What is expected
With nothing added or dropped, output every record below exactly.
─── Data ───
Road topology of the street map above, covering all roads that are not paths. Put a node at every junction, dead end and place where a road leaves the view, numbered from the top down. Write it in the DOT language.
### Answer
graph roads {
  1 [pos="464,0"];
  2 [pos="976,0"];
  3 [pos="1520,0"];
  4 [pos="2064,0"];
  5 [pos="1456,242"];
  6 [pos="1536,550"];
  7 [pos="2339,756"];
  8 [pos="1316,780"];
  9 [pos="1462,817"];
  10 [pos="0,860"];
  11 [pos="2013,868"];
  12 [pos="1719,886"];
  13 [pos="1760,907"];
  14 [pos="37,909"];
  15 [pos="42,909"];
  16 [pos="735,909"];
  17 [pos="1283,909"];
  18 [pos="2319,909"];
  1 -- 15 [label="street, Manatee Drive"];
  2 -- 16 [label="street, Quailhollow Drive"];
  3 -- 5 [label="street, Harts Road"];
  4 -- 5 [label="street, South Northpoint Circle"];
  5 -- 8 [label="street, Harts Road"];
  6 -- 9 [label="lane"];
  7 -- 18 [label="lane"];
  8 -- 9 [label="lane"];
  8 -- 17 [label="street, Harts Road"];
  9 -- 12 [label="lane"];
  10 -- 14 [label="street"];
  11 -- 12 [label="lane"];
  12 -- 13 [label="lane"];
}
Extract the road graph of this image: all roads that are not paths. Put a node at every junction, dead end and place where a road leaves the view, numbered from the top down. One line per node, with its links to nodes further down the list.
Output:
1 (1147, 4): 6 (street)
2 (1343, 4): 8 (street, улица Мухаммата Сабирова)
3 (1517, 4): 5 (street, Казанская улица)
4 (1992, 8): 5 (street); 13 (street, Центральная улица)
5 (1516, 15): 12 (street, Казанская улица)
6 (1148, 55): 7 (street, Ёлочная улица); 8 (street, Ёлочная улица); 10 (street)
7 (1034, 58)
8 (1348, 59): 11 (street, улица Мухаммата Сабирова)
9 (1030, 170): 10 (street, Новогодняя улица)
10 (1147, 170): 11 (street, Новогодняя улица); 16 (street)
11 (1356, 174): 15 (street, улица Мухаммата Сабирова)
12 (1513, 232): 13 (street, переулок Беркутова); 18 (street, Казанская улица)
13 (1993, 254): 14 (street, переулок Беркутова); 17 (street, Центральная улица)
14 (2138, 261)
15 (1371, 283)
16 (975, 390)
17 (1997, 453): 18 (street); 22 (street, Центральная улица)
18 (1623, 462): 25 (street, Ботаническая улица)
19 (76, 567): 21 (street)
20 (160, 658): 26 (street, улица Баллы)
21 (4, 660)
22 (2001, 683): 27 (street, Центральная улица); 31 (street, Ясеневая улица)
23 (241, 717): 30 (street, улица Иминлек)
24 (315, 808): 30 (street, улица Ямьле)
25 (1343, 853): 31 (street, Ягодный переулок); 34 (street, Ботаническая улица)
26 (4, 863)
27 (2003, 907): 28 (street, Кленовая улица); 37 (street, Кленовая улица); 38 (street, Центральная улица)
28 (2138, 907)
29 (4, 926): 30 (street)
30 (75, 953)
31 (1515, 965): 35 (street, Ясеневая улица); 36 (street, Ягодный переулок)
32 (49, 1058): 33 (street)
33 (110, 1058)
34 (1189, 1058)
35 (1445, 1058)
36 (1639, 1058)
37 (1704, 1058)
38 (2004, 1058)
───
Response to this exercise
Road topology of the street map above, covering all roads that are not paths. Put a node at every junction, dead end and place where a road leaves the view, numbered from the top down. Write it in the DOT language.
### Answer
graph roads {
  1 [pos="464,0"];
  2 [pos="976,0"];
  3 [pos="1520,0"];
  4 [pos="2064,0"];
  5 [pos="1456,242"];
  6 [pos="1536,550"];
  7 [pos="2339,756"];
  8 [pos="1316,780"];
  9 [pos="1462,817"];
  10 [pos="0,860"];
  11 [pos="2013,868"];
  12 [pos="1719,886"];
  13 [pos="1760,907"];
  14 [pos="37,909"];
  15 [pos="42,909"];
  16 [pos="735,909"];
  17 [pos="1283,909"];
  18 [pos="2319,909"];
  1 -- 15 [label="street, Manatee Drive"];
  2 -- 16 [label="street, Quailhollow Drive"];
  3 -- 5 [label="street, Harts Road"];
  4 -- 5 [label="street, South Northpoint Circle"];
  5 -- 8 [label="street, Harts Road"];
  6 -- 9 [label="lane"];
  7 -- 18 [label="lane"];
  8 -- 9 [label="lane"];
  8 -- 17 [label="street, Harts Road"];
  9 -- 12 [label="lane"];
  10 -- 14 [label="street"];
  11 -- 12 [label="lane"];
  12 -- 13 [label="lane"];
}
Extract the road graph of this image: all roads that are not paths. Put a node at every junction, dead end and place where a road leaves the view, numbered from the top down. One line per node, with its links to nodes further down the list.
Output:
1 (1147, 4): 6 (street)
2 (1343, 4): 8 (street, улица Мухаммата Сабирова)
3 (1517, 4): 5 (street, Казанская улица)
4 (1992, 8): 5 (street); 13 (street, Центральная улица)
5 (1516, 15): 12 (street, Казанская улица)
6 (1148, 55): 7 (street, Ёлочная улица); 8 (street, Ёлочная улица); 10 (street)
7 (1034, 58)
8 (1348, 59): 11 (street, улица Мухаммата Сабирова)
9 (1030, 170): 10 (street, Новогодняя улица)
10 (1147, 170): 11 (street, Новогодняя улица); 16 (street)
11 (1356, 174): 15 (street, улица Мухаммата Сабирова)
12 (1513, 232): 13 (street, переулок Беркутова); 18 (street, Казанская улица)
13 (1993, 254): 14 (street, переулок Беркутова); 17 (street, Центральная улица)
14 (2138, 261)
15 (1371, 283)
16 (975, 390)
17 (1997, 453): 18 (street); 22 (street, Центральная улица)
18 (1623, 462): 25 (street, Ботаническая улица)
19 (76, 567): 21 (street)
20 (160, 658): 26 (street, улица Баллы)
21 (4, 660)
22 (2001, 683): 27 (street, Центральная улица); 31 (street, Ясеневая улица)
23 (241, 717): 30 (street, улица Иминлек)
24 (315, 808): 30 (street, улица Ямьле)
25 (1343, 853): 31 (street, Ягодный переулок); 34 (street, Ботаническая улица)
26 (4, 863)
27 (2003, 907): 28 (street, Кленовая улица); 37 (street, Кленовая улица); 38 (street, Центральная улица)
28 (2138, 907)
29 (4, 926): 30 (street)
30 (75, 953)
31 (1515, 965): 35 (street, Ясеневая улица); 36 (street, Ягодный переулок)
32 (49, 1058): 33 (street)
33 (110, 1058)
34 (1189, 1058)
35 (1445, 1058)
36 (1639, 1058)
37 (1704, 1058)
38 (2004, 1058)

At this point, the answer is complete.